Philip Toll Hill Jr. (April 20, 1927 – August 28, 2008) was an American automobile racing driver. He was one of two American drivers to win the Formula One World Drivers' Championship, and the only one who was born in the United States (the other, Mario Andretti, was born in Italy and later became an American citizen). He also scored three wins at each of the 24 Hours of Le Mans and 12 Hours of Sebring sports car races.

Hill was described as a "thoughtful, gentle man" and once said, "I'm in the wrong business. I don't want to beat anybody, I don't want to be the big hero. I'm a peace-loving man, basically."

Career
Born April 20, 1927, in Miami, Florida, Hill was raised in Santa Monica, California, where he lived until his death. He studied business administration at the University of Southern California from 1945 to 1947, where he was a member of the Kappa Sigma fraternity. Hill left early to pursue auto racing, working as a mechanic on other drivers' cars. Hill began racing cars at an early age, going to England as a Jaguar trainee in 1949 and signing with Enzo Ferrari's team in 1956. He made his debut in the French Grand Prix at Reims France in 1958 driving a Maserati. That same year, paired with Belgian teammate Olivier Gendebien, Hill became the first American-born winner of the 24 Hours of Le Mans with Hill driving most of the night in horrific rainy conditions. He and Gendebien would go on to win the endurance race again in 1961 and 1962.

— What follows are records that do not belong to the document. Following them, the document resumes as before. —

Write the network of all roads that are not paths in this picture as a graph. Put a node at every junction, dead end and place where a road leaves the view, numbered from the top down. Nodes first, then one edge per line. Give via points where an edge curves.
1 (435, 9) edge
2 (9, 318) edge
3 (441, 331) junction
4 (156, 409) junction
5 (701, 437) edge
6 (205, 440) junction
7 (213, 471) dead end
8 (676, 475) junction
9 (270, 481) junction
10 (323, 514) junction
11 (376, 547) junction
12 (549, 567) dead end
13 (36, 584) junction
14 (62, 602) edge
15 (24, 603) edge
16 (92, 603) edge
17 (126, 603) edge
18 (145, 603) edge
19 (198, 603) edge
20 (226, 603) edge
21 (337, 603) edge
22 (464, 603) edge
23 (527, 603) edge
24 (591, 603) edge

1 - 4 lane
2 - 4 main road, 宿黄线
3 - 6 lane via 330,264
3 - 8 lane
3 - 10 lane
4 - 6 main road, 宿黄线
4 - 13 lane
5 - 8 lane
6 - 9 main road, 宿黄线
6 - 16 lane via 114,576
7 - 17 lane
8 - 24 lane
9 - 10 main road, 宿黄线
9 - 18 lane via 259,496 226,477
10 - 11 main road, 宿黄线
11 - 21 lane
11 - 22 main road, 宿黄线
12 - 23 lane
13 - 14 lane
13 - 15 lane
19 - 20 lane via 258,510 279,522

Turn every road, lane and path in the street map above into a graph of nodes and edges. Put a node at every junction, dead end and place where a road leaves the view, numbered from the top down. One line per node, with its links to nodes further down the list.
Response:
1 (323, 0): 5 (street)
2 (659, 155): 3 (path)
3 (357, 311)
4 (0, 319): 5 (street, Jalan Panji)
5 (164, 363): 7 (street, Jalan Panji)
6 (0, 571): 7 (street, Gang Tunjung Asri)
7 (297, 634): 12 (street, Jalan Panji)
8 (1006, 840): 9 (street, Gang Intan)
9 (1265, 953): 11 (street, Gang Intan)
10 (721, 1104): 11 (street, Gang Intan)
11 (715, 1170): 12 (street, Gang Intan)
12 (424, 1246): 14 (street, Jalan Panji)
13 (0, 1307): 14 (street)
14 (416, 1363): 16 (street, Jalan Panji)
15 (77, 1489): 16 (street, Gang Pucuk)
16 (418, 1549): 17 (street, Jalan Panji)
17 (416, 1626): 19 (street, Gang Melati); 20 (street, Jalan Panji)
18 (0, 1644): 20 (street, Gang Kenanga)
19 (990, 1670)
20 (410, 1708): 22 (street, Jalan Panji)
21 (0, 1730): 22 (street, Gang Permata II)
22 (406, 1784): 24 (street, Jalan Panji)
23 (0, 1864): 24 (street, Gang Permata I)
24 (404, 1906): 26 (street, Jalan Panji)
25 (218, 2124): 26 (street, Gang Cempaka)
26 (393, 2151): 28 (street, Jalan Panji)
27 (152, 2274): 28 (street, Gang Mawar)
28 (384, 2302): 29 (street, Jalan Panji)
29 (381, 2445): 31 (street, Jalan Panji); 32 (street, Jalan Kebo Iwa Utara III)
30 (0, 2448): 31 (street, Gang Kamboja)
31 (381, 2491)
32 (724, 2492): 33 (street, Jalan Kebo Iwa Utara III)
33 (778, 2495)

Hill began driving full-time for the Ferrari Formula One team in 1959, earning three podium finishes and fourth place in the Drivers' Championship. In 1960 he won the Italian Grand Prix at Monza, the first Grand Prix win for an American driver in nearly forty years (except the Indianapolis 500, once part of Grand Prix World Championship series), since Jimmy Murphy won the 1921 French Grand Prix. This also turned out to be the last win for a front-engined car in Formula 1. The following season, Hill won the Belgian Grand Prix and with two races left trailed only his Ferrari teammate Wolfgang von Trips in the season standings. A crash during the Italian Grand Prix killed von Trips and fifteen spectators. Hill won the race and clinched the championship but the triumph was bittersweet. Ferrari's decision not to travel to America for the season's final round deprived Hill of the opportunity to participate in his home race at Watkins Glen as the newly crowned World Champion. When he returned for the following season, his last with Ferrari, Hill said, "I no longer have as much need to race, to win. I don't have as much hunger anymore. I am no longer willing to risk killing myself."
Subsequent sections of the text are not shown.